A new look at data from seismic experiments left on the Moon by Apollo astronauts has given researchers a better understanding of the lunar interior. The Moon’s core appears to be very similar to the Earth’s — with a solid inner core and molten liquid outer core — and its size is right in the middle of previous estimates.
“While the presence of a liquid core had previously been inferred from other geophysical measurements, we have made the first direct seismic observation of a liquid outer core,” said Dr. Renee Weber, a planetary scientist at NASA’s Marshall Space Flight Center, who led the team of researchers.
The Apollo Passive Seismic Experiment measured seismic waves on the Moon and consisted of four seismometers deployed on the lunar near side during the Apollo missions between 1969 and 1972. The instruments continuously recorded ground motion until late-1977. But the data was thought to be rather weak because of the small number of stations, the lack of observation of far-side events, and interference from “moon quakes.” As this was the only direct measurements from the Moon available, various researchers differed on key characteristics such as the core’s radius, composition, and state (i.e., whether it was solid or molten.)
“The moon’s deepest interior, especially whether or not it has a core, has been a blind spot for seismologists,” said Ed Garnero, a professor at Arizona State University and a member of the research team. “The seismic data from the old Apollo missions were too noisy to image the moon with any confidence.”
Weber and her colleagues re-analyzed the Apollo data using a method usually used for processing seismic data on Earth. Called array processing, seismic recordings are added together or “stacked” in a special way and studied together. The multiple recordings processed together allow researchers to extract very faint signals. The depth of layers that reflect seismic energy can be identified, ultimately signifying the composition and state of matter at varying depths.
This method can enhance faint, hard-to-detect seismic signals by adding seismograms together.
“If seismic wave energy goes down and bounces off of some deep interface at a particular depth, like the Moon’s core-mantle boundary, then that signal “echo” should be present in all the recordings, even if below the background noise level,” said Patty Lin, a postdoctoral candidate at ASU and another member of the team. “But when we add the signals together, that core reflection amplitude becomes visible, which lets us map the deep Moon.”
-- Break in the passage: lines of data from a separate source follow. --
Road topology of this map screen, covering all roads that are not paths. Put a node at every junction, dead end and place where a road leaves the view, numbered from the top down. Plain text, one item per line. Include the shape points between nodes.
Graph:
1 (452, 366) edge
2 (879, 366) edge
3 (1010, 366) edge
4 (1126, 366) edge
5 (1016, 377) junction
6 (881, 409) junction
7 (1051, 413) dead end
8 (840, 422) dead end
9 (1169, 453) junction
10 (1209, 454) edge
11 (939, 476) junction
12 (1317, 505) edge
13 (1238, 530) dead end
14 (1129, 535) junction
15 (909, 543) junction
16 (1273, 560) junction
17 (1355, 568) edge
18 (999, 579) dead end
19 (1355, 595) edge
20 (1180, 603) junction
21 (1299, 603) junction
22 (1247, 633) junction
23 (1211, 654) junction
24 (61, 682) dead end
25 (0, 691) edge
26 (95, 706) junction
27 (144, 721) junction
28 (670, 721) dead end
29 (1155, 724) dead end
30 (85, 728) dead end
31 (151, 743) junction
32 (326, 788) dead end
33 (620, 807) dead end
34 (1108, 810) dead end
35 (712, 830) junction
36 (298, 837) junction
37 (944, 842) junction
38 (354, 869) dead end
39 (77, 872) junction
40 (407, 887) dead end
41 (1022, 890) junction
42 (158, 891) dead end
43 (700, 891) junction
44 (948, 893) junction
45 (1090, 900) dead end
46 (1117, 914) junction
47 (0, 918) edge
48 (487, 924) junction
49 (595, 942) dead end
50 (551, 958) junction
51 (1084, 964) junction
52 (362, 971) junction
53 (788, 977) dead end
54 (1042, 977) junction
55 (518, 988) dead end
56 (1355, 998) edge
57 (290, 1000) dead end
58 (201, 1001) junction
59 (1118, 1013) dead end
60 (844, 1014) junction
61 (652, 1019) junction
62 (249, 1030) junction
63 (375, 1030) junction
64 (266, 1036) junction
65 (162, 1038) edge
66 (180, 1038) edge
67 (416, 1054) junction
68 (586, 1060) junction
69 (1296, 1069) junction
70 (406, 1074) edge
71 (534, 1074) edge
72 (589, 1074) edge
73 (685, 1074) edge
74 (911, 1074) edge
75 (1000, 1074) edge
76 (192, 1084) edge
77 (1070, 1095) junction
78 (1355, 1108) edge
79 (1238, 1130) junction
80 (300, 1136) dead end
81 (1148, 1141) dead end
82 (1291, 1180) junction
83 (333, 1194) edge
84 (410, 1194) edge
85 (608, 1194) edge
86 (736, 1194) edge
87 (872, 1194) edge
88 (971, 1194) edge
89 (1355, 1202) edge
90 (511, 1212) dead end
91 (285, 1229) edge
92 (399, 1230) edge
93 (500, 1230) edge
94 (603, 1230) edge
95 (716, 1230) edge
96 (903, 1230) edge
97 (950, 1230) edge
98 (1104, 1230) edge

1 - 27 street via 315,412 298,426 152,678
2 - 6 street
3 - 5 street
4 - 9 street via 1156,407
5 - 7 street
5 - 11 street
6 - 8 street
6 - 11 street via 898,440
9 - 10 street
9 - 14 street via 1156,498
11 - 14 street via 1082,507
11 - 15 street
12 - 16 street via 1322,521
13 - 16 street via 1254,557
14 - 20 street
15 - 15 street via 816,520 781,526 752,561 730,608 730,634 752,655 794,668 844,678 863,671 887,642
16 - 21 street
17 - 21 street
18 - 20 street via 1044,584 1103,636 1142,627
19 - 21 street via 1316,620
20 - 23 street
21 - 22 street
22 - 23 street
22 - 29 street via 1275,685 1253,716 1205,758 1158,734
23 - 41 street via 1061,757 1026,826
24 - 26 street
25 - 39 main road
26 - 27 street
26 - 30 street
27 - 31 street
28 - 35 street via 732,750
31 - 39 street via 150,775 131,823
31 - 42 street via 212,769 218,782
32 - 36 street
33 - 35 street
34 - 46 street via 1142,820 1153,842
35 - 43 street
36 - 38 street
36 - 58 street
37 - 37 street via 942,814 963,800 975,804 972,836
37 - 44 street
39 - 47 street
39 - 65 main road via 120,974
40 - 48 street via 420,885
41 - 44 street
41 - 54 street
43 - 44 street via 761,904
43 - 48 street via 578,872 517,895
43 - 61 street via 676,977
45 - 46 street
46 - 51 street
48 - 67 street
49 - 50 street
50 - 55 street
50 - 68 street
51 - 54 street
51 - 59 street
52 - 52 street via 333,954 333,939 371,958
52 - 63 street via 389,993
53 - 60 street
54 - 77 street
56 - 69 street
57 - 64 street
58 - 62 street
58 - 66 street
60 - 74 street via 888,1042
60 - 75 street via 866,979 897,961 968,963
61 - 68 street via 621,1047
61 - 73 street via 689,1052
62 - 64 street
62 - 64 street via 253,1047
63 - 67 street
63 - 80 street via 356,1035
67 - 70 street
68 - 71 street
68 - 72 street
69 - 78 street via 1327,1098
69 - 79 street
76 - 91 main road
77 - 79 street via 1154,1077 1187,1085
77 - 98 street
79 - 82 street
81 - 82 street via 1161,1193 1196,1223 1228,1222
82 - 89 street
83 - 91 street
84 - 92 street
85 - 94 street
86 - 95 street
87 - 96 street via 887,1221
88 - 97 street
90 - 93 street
Weber told Universe Today that the shear waves do not penetrate fluid regions. “So while we have observed compression reflections off the solid inner core, we have not (as expected) observed shear reflections off the inner core, since that energy is reflected at the outer core layer.”
Recent studies suggested the Moon had a relatively small iron-rich core, sized between about 250 and 430 km, or roughly 15 to 25% of its 1,737.1 km mean radius. The new measurements put the core slightly larger.
“We have placed the core-mantle boundary at a radius of 330 km, roughly 19% of the Moon’s mean radius,” Weber said in an email.
The iron-rich core has a solid inner ball nearly 240 km (150 miles) in radius, and an 90 km (55-mile) thick outer fluid shell.
The new research also points to volatile-depleted interior, with the lunar core containing a small percentage of light elements such as sulfur, similar to light elements in Earth’s core – sulfur, oxygen and others.
The retooled 30-year-old data also appears to confirm the the leading theory of how the Moon formed.
“The presence of a melt layer and a molten outer core supports the widely-accepted large-impact model of lunar formation, which predicts that the Moon could have formed in a completely molten state,” Weber said.